**TRY IT:**
Nothing in the records should change; write them all out exactly.

**DATASET RECORDS:**

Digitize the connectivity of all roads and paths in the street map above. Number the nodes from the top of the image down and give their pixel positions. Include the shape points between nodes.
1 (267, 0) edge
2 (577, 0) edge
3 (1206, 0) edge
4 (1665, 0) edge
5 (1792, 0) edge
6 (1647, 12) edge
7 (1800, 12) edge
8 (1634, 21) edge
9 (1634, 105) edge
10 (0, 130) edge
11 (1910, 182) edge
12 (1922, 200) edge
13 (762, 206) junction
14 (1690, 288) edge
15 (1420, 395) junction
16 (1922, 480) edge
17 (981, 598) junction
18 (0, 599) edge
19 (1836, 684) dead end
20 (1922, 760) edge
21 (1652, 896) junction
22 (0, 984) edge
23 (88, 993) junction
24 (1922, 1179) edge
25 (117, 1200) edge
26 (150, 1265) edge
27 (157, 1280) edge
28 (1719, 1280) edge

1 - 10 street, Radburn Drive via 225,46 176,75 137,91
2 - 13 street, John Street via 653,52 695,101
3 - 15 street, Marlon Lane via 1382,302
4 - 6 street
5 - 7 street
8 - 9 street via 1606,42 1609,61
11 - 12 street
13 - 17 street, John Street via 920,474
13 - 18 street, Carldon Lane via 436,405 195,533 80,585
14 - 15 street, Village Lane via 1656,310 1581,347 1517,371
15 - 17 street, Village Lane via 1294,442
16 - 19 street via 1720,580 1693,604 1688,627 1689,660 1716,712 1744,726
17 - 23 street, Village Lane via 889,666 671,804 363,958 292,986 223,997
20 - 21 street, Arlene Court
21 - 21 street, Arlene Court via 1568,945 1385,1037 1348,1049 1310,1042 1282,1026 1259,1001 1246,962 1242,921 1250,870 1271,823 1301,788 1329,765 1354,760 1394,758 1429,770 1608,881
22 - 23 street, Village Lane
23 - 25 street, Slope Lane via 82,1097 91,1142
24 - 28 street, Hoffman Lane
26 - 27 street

**EXERCISE OUTPUT:**
Digitize the connectivity of all roads and paths in the street map above. Number the nodes from the top of the image down and give their pixel positions. Include the shape points between nodes.
1 (267, 0) edge
2 (577, 0) edge
3 (1206, 0) edge
4 (1665, 0) edge
5 (1792, 0) edge
6 (1647, 12) edge
7 (1800, 12) edge
8 (1634, 21) edge
9 (1634, 105) edge
10 (0, 130) edge
11 (1910, 182) edge
12 (1922, 200) edge
13 (762, 206) junction
14 (1690, 288) edge
15 (1420, 395) junction
16 (1922, 480) edge
17 (981, 598) junction
18 (0, 599) edge
19 (1836, 684) dead end
20 (1922, 760) edge
21 (1652, 896) junction
22 (0, 984) edge
23 (88, 993) junction
24 (1922, 1179) edge
25 (117, 1200) edge
26 (150, 1265) edge
27 (157, 1280) edge
28 (1719, 1280) edge

1 - 10 street, Radburn Drive via 225,46 176,75 137,91
2 - 13 street, John Street via 653,52 695,101
3 - 15 street, Marlon Lane via 1382,302
4 - 6 street
5 - 7 street
8 - 9 street via 1606,42 1609,61
11 - 12 street
13 - 17 street, John Street via 920,474
13 - 18 street, Carldon Lane via 436,405 195,533 80,585
14 - 15 street, Village Lane via 1656,310 1581,347 1517,371
15 - 17 street, Village Lane via 1294,442
16 - 19 street via 1720,580 1693,604 1688,627 1689,660 1716,712 1744,726
17 - 23 street, Village Lane via 889,666 671,804 363,958 292,986 223,997
20 - 21 street, Arlene Court
21 - 21 street, Arlene Court via 1568,945 1385,1037 1348,1049 1310,1042 1282,1026 1259,1001 1246,962 1242,921 1250,870 1271,823 1301,788 1329,765 1354,760 1394,758 1429,770 1608,881
22 - 23 street, Village Lane
23 - 25 street, Slope Lane via 82,1097 91,1142
24 - 28 street, Hoffman Lane
26 - 27 street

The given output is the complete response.